Assigned task: Pull out every line with the word "Flint" from the entries below.

(Dataset entries)
--------------------
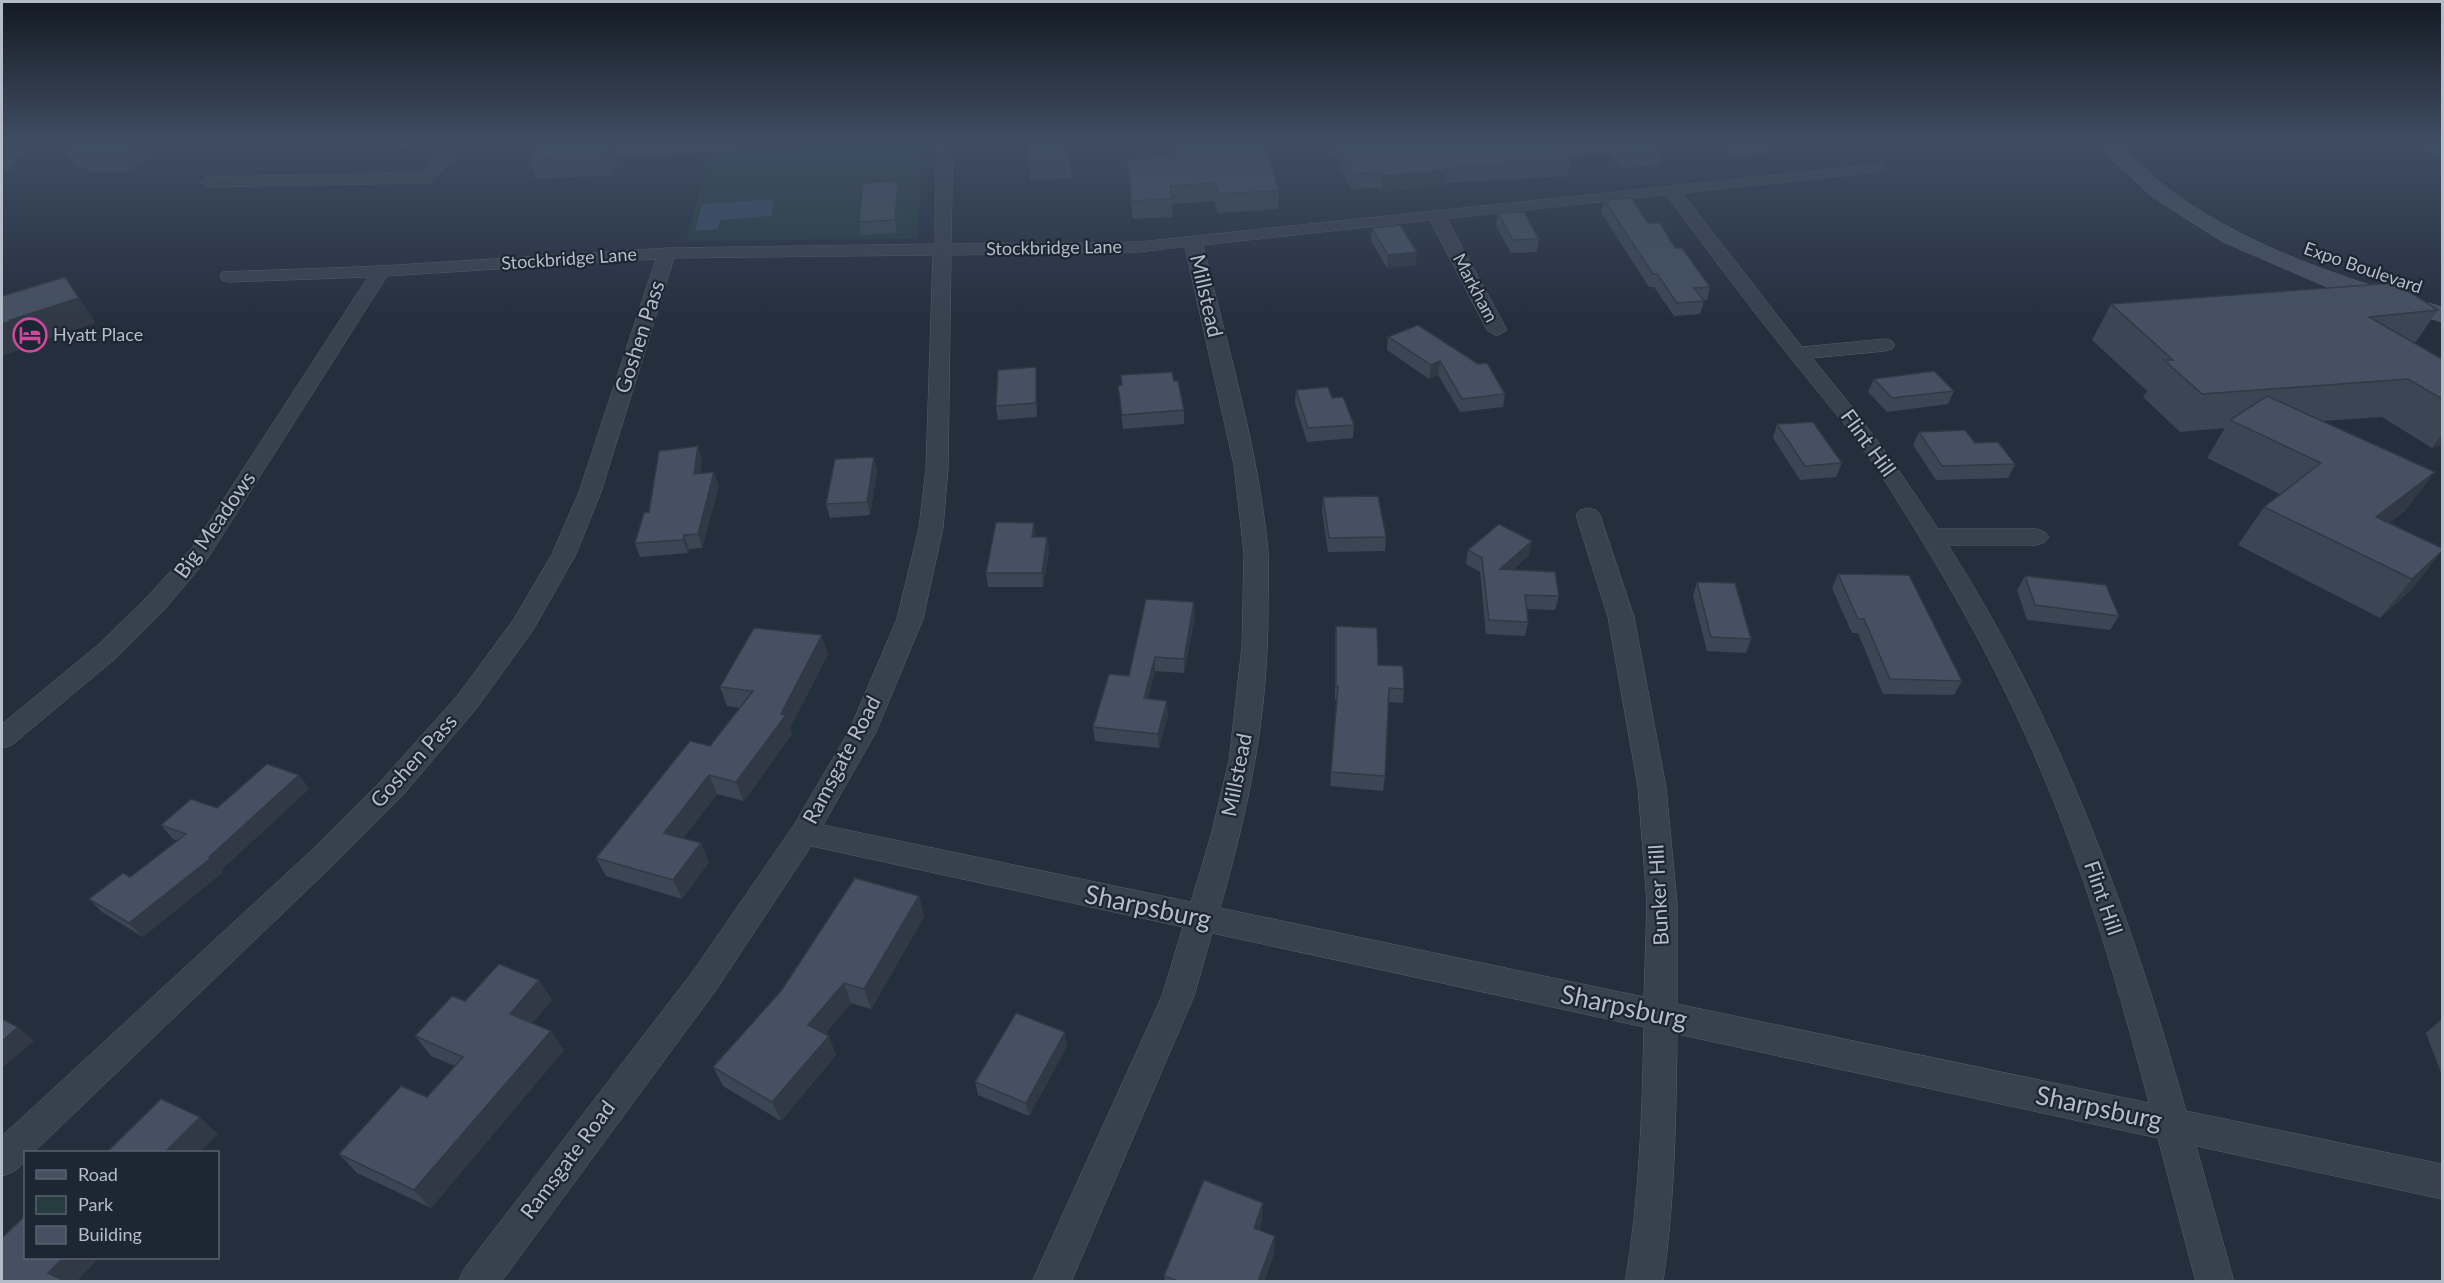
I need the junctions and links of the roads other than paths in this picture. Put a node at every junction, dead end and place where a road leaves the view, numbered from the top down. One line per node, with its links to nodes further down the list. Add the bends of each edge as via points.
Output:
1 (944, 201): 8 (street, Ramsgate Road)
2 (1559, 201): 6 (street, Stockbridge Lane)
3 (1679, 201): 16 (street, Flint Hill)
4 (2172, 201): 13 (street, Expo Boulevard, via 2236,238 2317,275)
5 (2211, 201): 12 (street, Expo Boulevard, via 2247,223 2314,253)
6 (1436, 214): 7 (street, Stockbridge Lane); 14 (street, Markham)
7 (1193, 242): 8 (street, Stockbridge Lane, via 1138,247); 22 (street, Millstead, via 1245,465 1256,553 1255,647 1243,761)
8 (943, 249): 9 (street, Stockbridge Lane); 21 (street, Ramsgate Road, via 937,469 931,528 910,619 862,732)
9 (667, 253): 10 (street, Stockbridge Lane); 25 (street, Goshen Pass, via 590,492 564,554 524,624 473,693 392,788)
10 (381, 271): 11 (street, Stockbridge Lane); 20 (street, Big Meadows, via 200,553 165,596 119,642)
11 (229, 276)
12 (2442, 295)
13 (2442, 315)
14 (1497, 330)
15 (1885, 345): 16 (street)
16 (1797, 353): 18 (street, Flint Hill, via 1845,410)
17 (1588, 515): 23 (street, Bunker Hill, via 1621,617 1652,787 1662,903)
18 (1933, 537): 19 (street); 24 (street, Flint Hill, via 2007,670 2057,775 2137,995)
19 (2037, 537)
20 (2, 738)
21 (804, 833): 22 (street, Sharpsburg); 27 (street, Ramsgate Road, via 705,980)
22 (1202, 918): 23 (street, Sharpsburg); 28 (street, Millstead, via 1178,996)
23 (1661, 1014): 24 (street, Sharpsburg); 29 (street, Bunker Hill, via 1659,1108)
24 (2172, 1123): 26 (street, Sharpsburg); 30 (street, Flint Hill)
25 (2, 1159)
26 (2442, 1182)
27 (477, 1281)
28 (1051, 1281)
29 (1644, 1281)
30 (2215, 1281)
--------------------
Response to this exercise:
3 (1679, 201): 16 (street, Flint Hill)
16 (1797, 353): 18 (street, Flint Hill, via 1845,410)
18 (1933, 537): 19 (street); 24 (street, Flint Hill, via 2007,670 2057,775 2137,995)
24 (2172, 1123): 26 (street, Sharpsburg); 30 (street, Flint Hill)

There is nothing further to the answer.